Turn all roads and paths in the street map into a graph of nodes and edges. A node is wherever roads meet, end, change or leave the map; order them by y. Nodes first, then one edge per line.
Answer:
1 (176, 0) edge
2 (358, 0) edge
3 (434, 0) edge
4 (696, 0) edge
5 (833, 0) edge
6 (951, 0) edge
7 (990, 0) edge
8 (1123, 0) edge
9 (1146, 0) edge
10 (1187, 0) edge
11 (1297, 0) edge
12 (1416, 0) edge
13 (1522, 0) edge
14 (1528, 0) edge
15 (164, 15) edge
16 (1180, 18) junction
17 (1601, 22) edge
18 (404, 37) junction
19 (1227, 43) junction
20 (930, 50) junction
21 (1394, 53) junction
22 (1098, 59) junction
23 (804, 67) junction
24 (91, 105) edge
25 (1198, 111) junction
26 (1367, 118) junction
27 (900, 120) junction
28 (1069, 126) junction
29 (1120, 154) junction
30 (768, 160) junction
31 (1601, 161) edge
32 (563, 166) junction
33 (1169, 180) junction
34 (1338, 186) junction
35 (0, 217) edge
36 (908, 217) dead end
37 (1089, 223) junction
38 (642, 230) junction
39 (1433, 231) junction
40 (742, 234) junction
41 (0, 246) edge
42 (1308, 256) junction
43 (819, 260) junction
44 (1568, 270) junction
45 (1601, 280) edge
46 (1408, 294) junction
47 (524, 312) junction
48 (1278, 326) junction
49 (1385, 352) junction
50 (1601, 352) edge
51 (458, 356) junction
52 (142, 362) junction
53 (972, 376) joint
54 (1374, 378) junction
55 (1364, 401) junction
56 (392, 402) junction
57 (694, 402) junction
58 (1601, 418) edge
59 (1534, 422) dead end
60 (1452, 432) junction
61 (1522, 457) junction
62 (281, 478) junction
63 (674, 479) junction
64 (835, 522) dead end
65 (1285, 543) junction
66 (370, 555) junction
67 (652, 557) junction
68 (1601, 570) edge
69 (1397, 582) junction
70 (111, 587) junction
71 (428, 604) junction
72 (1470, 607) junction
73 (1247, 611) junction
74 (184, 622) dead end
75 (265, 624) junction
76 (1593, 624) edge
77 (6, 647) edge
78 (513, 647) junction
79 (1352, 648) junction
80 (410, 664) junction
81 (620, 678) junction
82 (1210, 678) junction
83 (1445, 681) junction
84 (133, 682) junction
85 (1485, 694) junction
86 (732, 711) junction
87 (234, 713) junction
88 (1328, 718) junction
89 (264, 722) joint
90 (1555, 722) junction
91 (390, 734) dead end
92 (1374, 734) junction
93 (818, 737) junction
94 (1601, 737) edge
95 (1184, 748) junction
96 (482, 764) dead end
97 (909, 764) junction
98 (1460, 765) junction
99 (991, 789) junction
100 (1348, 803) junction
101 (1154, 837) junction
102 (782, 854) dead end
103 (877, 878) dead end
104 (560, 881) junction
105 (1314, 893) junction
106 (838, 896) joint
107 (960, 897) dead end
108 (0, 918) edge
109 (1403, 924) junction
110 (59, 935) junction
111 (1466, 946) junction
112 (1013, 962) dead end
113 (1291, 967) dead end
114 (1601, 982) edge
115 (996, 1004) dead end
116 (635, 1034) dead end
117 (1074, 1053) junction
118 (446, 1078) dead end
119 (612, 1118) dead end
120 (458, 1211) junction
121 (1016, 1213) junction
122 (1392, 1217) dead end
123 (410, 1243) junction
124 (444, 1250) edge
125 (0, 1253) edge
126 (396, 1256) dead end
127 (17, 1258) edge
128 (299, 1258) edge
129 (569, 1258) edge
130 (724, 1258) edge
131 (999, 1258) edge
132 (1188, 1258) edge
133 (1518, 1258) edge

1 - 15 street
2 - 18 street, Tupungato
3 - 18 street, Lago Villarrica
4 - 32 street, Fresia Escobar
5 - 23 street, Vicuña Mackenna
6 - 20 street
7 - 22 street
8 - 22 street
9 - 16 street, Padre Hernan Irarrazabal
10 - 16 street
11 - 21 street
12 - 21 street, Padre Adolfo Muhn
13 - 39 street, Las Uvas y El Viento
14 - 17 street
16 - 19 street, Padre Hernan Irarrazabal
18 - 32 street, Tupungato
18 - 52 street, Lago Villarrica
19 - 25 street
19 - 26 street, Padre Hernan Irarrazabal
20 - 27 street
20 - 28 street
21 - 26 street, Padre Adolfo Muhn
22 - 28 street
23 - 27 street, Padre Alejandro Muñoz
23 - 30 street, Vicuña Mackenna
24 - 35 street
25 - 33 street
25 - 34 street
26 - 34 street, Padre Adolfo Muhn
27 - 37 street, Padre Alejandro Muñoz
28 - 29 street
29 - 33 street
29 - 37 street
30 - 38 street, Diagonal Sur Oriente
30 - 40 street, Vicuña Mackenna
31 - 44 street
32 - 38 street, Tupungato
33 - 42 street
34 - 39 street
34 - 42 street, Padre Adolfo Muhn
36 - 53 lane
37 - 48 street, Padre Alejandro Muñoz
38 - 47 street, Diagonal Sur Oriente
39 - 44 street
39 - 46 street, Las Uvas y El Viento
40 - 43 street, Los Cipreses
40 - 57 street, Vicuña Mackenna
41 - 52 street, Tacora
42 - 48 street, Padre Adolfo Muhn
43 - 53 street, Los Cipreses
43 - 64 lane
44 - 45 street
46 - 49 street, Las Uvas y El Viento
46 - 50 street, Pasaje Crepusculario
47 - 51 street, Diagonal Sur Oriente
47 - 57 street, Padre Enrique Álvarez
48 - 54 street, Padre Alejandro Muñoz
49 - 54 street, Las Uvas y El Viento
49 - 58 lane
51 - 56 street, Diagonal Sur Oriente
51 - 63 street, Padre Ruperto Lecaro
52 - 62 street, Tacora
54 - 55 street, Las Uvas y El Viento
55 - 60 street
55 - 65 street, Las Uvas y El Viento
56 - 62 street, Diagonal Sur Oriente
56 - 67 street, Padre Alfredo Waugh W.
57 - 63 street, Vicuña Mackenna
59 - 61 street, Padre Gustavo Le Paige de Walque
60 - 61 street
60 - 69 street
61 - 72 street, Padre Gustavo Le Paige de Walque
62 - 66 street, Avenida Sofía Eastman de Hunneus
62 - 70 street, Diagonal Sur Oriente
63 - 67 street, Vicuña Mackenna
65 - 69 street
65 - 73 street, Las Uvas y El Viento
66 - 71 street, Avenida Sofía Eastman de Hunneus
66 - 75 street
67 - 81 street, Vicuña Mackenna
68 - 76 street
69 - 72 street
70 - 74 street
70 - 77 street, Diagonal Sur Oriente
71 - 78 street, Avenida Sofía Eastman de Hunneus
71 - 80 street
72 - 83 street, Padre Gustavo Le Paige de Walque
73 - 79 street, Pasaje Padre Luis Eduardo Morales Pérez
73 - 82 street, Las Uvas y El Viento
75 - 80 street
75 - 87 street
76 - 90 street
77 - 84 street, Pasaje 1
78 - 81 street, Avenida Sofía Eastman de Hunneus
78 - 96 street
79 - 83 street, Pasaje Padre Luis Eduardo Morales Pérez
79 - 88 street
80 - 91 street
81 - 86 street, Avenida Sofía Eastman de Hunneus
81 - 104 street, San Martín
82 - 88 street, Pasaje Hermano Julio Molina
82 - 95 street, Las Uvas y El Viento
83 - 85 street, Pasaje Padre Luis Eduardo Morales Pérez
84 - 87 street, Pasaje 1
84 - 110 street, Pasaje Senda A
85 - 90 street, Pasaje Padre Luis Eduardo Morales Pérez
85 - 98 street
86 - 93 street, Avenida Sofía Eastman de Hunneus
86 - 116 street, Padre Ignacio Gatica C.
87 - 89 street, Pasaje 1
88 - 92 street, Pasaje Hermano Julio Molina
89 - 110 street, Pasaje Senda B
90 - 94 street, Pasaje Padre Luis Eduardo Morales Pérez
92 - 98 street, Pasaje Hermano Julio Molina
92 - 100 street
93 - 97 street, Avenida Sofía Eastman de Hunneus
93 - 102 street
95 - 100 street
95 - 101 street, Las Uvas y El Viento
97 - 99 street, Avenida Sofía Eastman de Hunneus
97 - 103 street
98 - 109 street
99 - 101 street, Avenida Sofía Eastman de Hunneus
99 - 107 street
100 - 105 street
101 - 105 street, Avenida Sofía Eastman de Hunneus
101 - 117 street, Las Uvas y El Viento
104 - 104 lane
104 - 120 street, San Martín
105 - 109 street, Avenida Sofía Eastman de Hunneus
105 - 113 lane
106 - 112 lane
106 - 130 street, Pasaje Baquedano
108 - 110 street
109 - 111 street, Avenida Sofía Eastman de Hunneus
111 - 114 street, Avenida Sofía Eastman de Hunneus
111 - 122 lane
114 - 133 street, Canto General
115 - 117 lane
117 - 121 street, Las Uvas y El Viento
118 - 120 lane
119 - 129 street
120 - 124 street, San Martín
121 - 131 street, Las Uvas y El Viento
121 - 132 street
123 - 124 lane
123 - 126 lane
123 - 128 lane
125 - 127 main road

════

--- Work instruction ---
Lines in the data that include the word "Paige" should all be copied.

--- Written response ---
59 - 61 street, Padre Gustavo Le Paige de Walque
61 - 72 street, Padre Gustavo Le Paige de Walque
72 - 83 street, Padre Gustavo Le Paige de Walque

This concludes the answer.